A key national security principle for dealing with top-secret information, such as the identity of undercover CIA officers, is strict compartmentalization, often called “the need to know” – which raises the question why George W. Bush’s chief political adviser Karl Rove would know anything about the identity of CIA officer Valerie Plame.

The answer to that mystery – why was Rove involved – may be more crucial to unraveling who was behind the illegal leaking of Plame’s name and the subsequent cover-up than even the identity of which Bush officials passed the information to right-wing pundit Robert Novak for his infamous column on July 14, 2003.

But rather than focusing on how and why Rove knew about Plame, the latest controversy around the case has centered on whether Rove explicitly used her name in an interview with Time magazine reporter Matthew Cooper three days before Novak’s column.

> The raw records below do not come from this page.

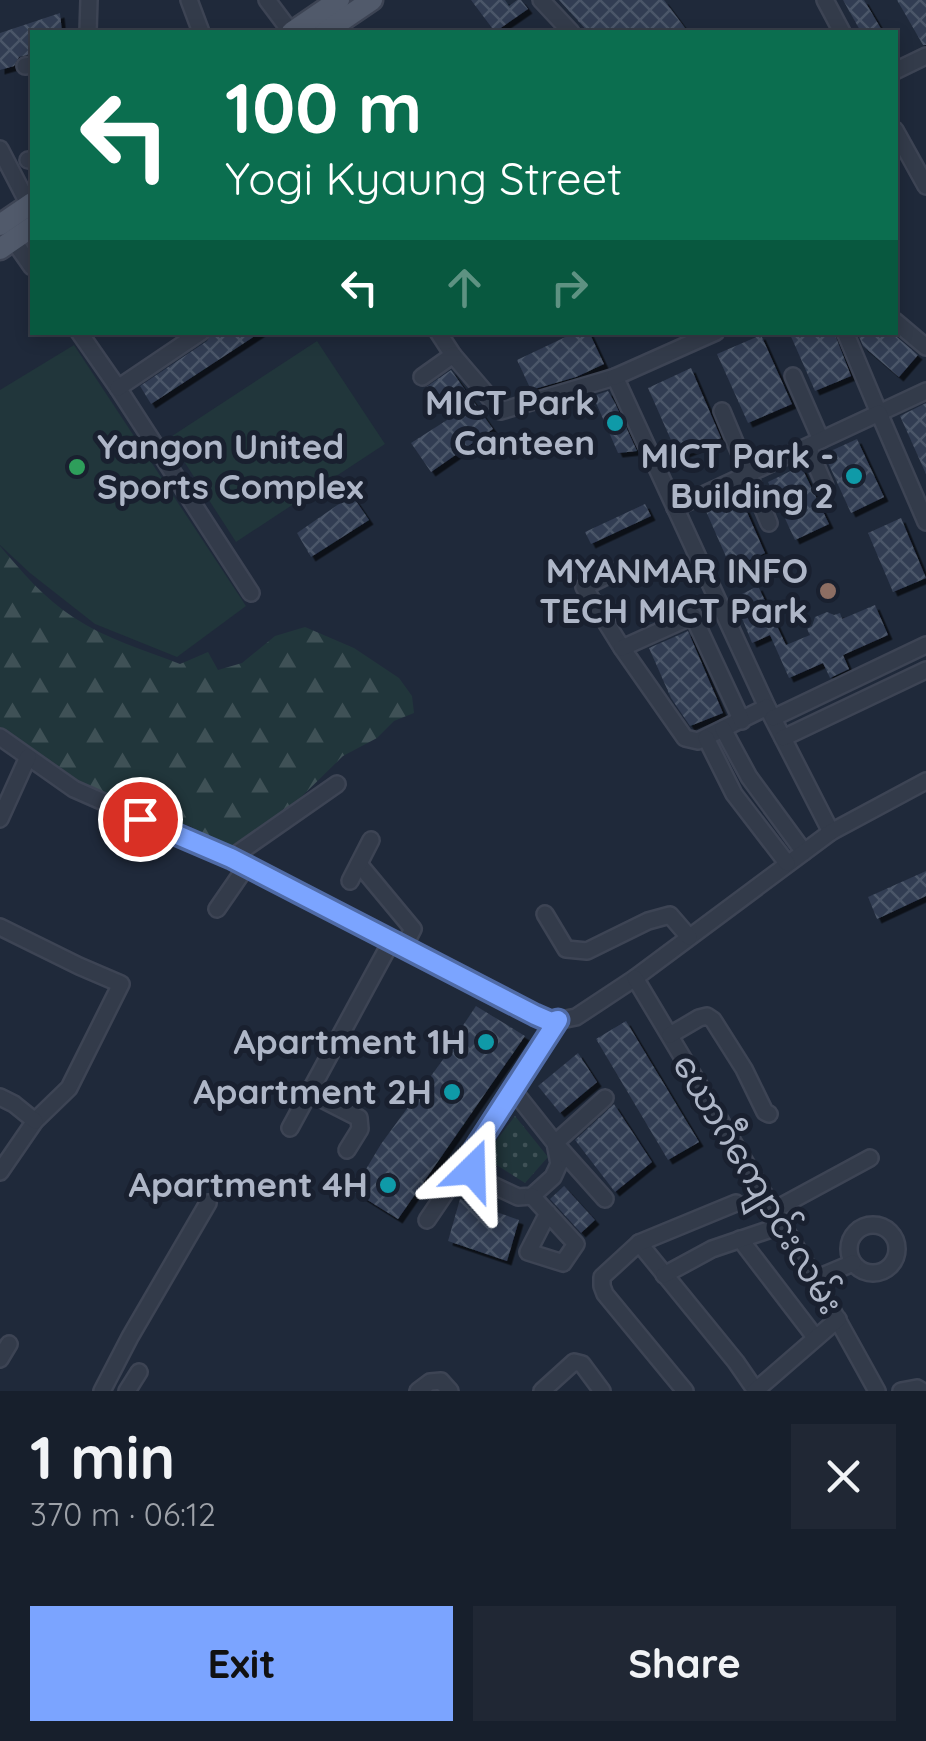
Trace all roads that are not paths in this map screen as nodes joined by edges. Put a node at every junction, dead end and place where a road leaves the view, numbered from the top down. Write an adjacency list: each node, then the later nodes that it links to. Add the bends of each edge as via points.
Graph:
1 (90, 0): 8 (street)
2 (189, 0): 9 (street)
3 (267, 0): 10 (street)
4 (339, 0): 11 (main road)
5 (372, 0): 12 (main road)
6 (541, 0): 13 (street)
7 (826, 0): 14 (street)
8 (88, 30)
9 (200, 30)
10 (290, 30)
11 (295, 30)
12 (327, 30)
13 (569, 30)
14 (841, 30)
15 (926, 56): 16 (street)
16 (898, 70)
17 (898, 135): 19 (street)
18 (0, 149): 20 (street)
19 (926, 186)
20 (30, 202)
21 (30, 205): 22 (main road)
22 (12, 232): 23 (street)
23 (30, 264)
24 (898, 323): 30 (street)
25 (81, 335): 35 (street)
26 (197, 335): 35 (street)
27 (440, 335): 31 (street)
28 (709, 335): 34 (street)
29 (845, 335): 38 (street)
30 (926, 346)
31 (453, 355): 33 (street); 34 (street, via 501,411)
32 (793, 376): 39 (street)
33 (422, 377)
34 (615, 377): 42 (street)
35 (118, 388): 46 (street)
36 (926, 391): 38 (street)
37 (722, 412): 40 (street)
38 (879, 413): 39 (street); 43 (street)
39 (814, 443): 40 (street); 41 (street)
40 (748, 474): 42 (street); 44 (street)
41 (825, 486)
42 (675, 508): 50 (street)
43 (926, 520)
44 (769, 522)
45 (621, 568): 48 (street, via 584,588)
46 (251, 593)
47 (926, 645): 50 (street)
48 (622, 648): 51 (street, via 693,616); 54 (street, via 685,738)
49 (926, 670): 55 (street)
50 (770, 712): 51 (street); 55 (street)
51 (742, 721): 52 (street)
52 (723, 730): 54 (street); 57 (street)
53 (0, 737): 56 (street)
54 (706, 738): 60 (street)
55 (783, 738): 62 (street)
56 (28, 756): 61 (street); 65 (street, via 74,789)
57 (749, 777): 60 (street); 64 (street)
58 (926, 781): 62 (street)
59 (337, 784): 65 (street)
60 (730, 786): 66 (street)
61 (0, 819)
62 (831, 832): 64 (street)
63 (371, 840): 67 (street)
64 (804, 852): 66 (street)
65 (231, 858): 68 (street)
66 (787, 863): 73 (street)
67 (358, 864): 69 (street); 74 (street, via 412,929)
68 (246, 866): 70 (street); 74 (street)
69 (350, 880)
70 (217, 908)
71 (545, 914): 73 (street, via 566,949 587,951 670,914)
72 (0, 927): 83 (street, via 121,984 70,1088)
73 (689, 937): 75 (street)
74 (397, 945): 76 (street, via 535,1015); 79 (street)
75 (635, 978): 76 (street, via 576,1017); 77 (street, ယောဂီကျောင်းလမ်း)
76 (558, 1020): 78 (street)
77 (670, 1035): 82 (street, via 699,1018 713,1020); 94 (street, ယောဂီကျောင်းလမ်း)
78 (513, 1090): 85 (street); 87 (street)
79 (310, 1093): 84 (street); 86 (street, via 360,1118)
80 (0, 1097): 83 (street)
81 (605, 1098): 85 (street)
82 (769, 1114)
83 (35, 1121): 89 (street)
84 (290, 1128)
85 (555, 1143): 90 (street, via 559,1164); 91 (street)
86 (347, 1150)
87 (469, 1158): 90 (street, via 480,1179 518,1197); 96 (street)
88 (870, 1158): 94 (street)
89 (0, 1172)
90 (532, 1196): 95 (street)
91 (605, 1199)
92 (208, 1203): 108 (street)
93 (736, 1203): 99 (street)
94 (774, 1210): 97 (street, ယောဂီကျောင်းလမ်း)
95 (548, 1213)
96 (427, 1220)
97 (783, 1225): 98 (street); 102 (street, ယောဂီကျောင်းလမ်း)
98 (740, 1240): 101 (street); 104 (street)
99 (639, 1243): 101 (street); 114 (street, via 602,1277 602,1286)
100 (853, 1263): 102 (street)
101 (664, 1275): 115 (street)
102 (815, 1280): 103 (street, ယောဂီကျောင်းလမ်း)
103 (838, 1319): 104 (street); 116 (street, ယောဂီကျောင်းလမ်း)
104 (814, 1337): 115 (street)
105 (9, 1344): 106 (street)
106 (0, 1359)
107 (138, 1372): 109 (street)
108 (102, 1391)
109 (127, 1391)
110 (418, 1391): 111 (street, via 441,1381)
111 (450, 1391)
112 (542, 1391): 113 (street, via 574,1362)
113 (602, 1391)
114 (685, 1391)
115 (755, 1391)
116 (877, 1391)
117 (901, 1391): 118 (street)
118 (922, 1391)

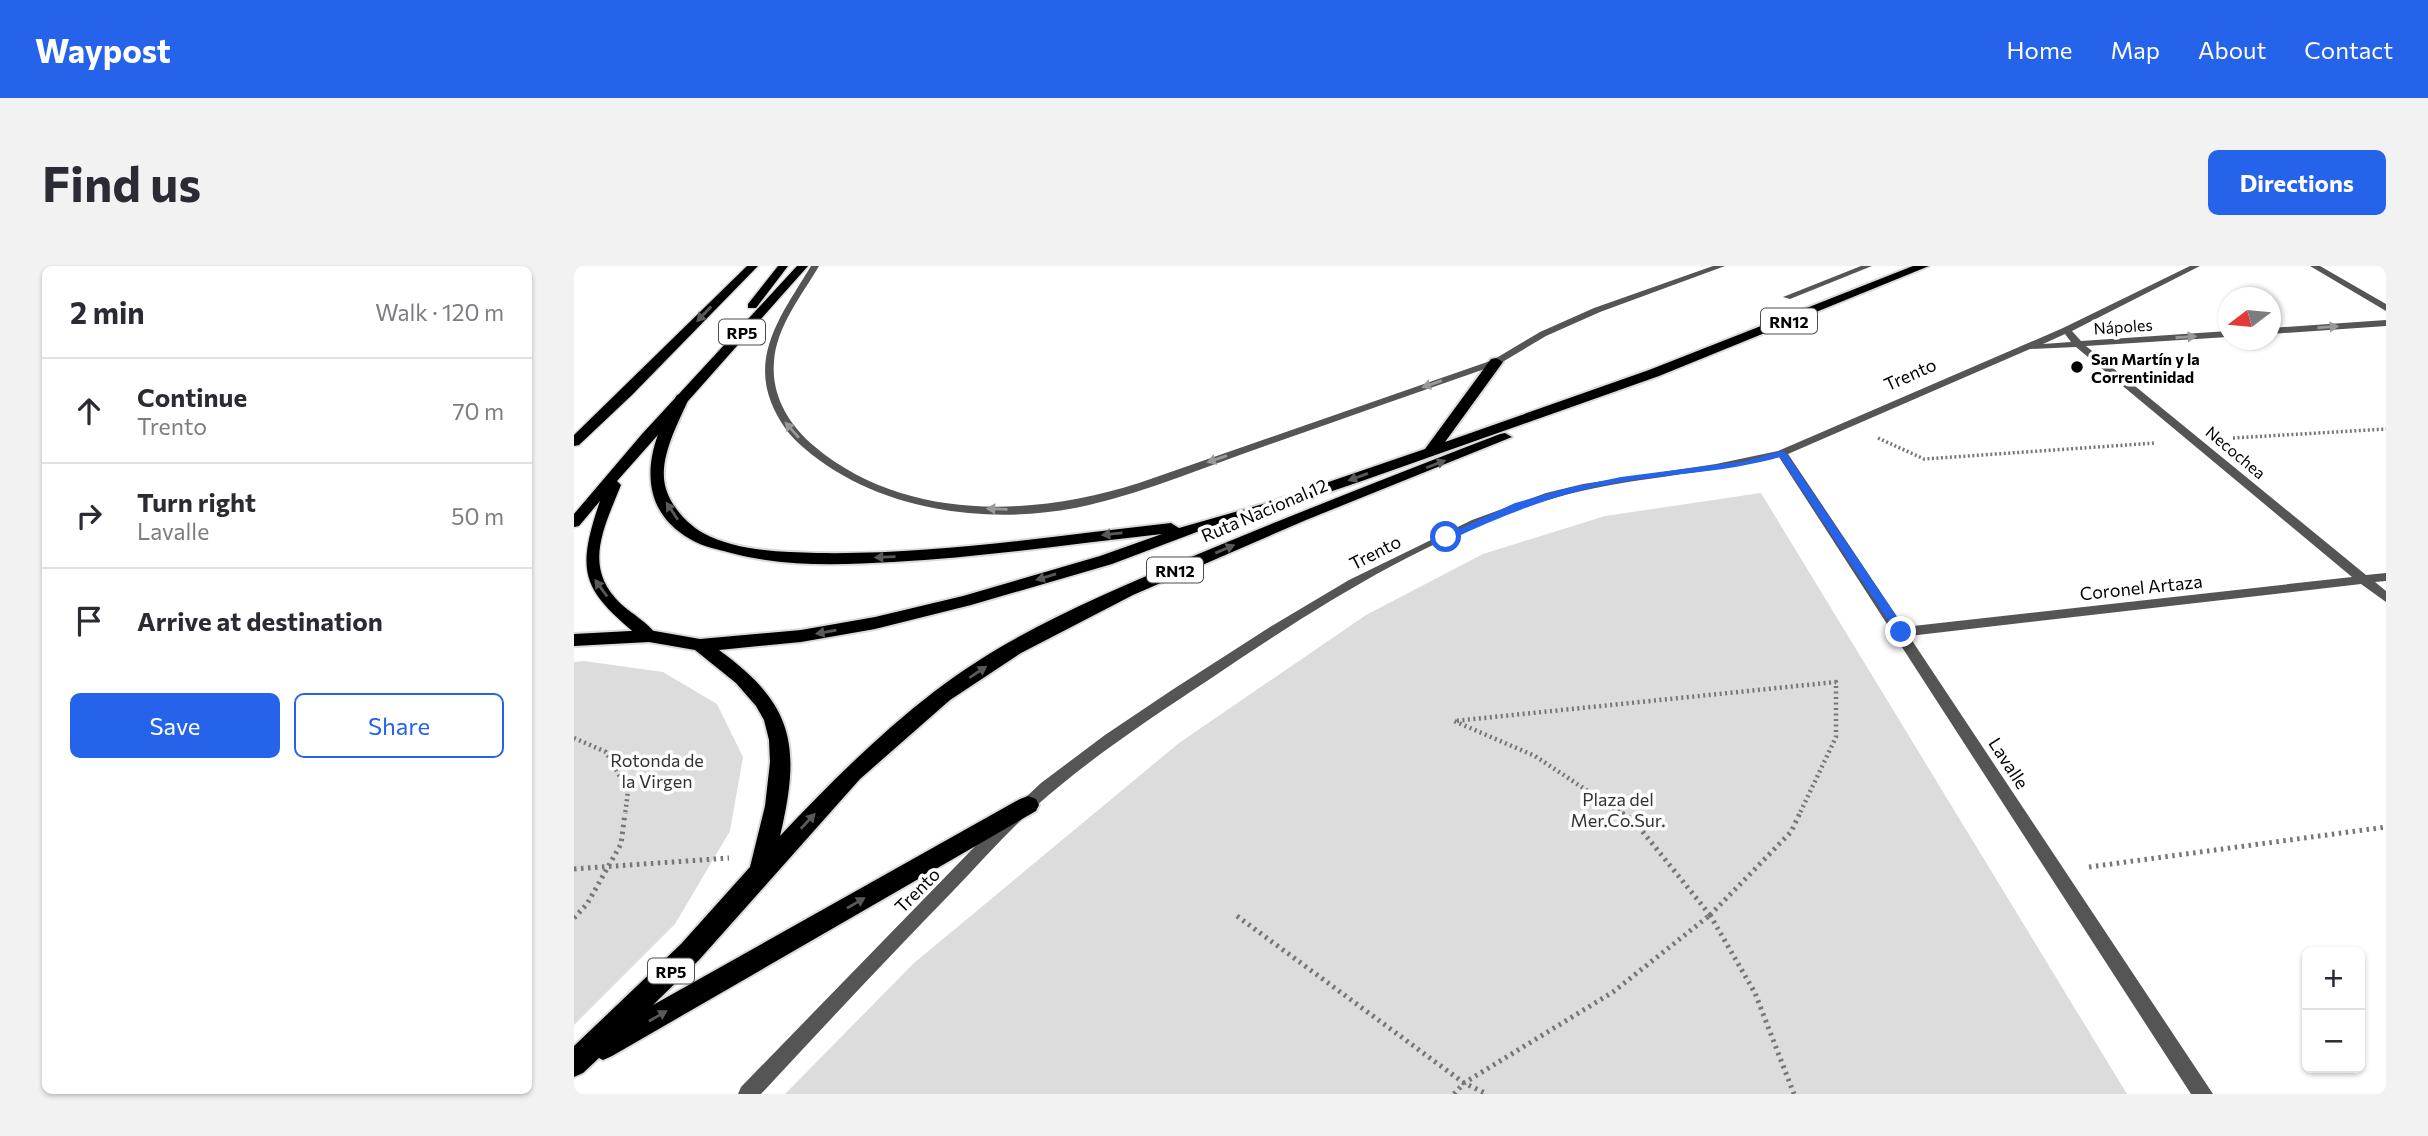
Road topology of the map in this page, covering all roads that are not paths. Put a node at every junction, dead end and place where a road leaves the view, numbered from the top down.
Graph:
1 (782, 266) edge
2 (803, 266) edge
3 (815, 266) edge
4 (1721, 266) edge
5 (1868, 266) edge
6 (1923, 266) edge
7 (2196, 266) edge
8 (2314, 266) edge
9 (749, 267) edge
10 (1787, 297) dead end
11 (2386, 308) edge
12 (2386, 323) edge
13 (2066, 330) junction
14 (2281, 330) edge
15 (2218, 335) edge
16 (2079, 345) junction
17 (2020, 347) junction
18 (1496, 362) junction
19 (1654, 373) junction
20 (682, 398) junction
21 (574, 442) edge
22 (1432, 449) junction
23 (1782, 453) junction
24 (620, 469) junction
25 (574, 523) edge
26 (1204, 524) junction
27 (2386, 577) edge
28 (2364, 579) junction
29 (2386, 598) edge
30 (1901, 632) junction
31 (649, 636) junction
32 (574, 640) edge
33 (700, 645) junction
34 (1027, 805) junction
35 (761, 871) junction
36 (576, 1063) edge
37 (748, 1094) edge
38 (2203, 1094) edge

1 - 20 main road, RP5
2 - 20 main road, RP5
18 -> 3 street
4 - 18 street
5 - 10 street
6 - 19 highway, Ruta Nacional 12 / RN12
7 - 13 street, Trento
8 - 11 street
9 -> 21 main road
14 -> 12 street
13 - 16 street, Necochea
13 - 17 street, Trento
16 -> 15 street, Nápoles
16 - 17 street, Nápoles
16 - 28 street, Necochea
17 - 23 street, Trento
18 - 22 highway
19 - 22 highway, Ruta Nacional 12 / RN12
35 -> 19 highway, Ruta Nacional 12 / RN12
20 - 24 main road, RP5
26 -> 20 highway
22 -> 26 highway, Ruta Nacional 12 / RN12
23 - 30 street, Lavalle
23 - 34 street, Trento
24 - 25 main road, RP5
31 -> 24 main road, RP5
26 -> 33 highway, Ruta Nacional 12 / RN12
27 - 28 street, Coronel Artaza
28 - 29 street, Necochea
28 - 30 street, Coronel Artaza
30 - 38 street, Lavalle
31 - 32 highway, RP5
31 - 33 highway, RP5
33 - 35 highway, RP5
36 -> 34 highway
34 - 37 street, Trento
35 - 36 highway, RP5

Rove’s lawyer Robert Luskin told the Washington Post that his client didn’t identify Plame by name, only mentioning her in giving Cooper guidance about who was responsible for authorizing a fact-finding trip by Plame’s husband, former U.S. Ambassador Joseph Wilson, to Niger in February 2002. [Washington Post, July 11, 2005]

According to an internal Time e-mail (obtained by Newsweek), Cooper informed his editor that Rove offered a “big warning” not to “get too far out on Wilson” and that “KR said” the Niger trip was authorized by “wilson’s wife, who apparently works at the agency (CIA) on wmd issues.” [Newsweek, July 18, 2005, issue]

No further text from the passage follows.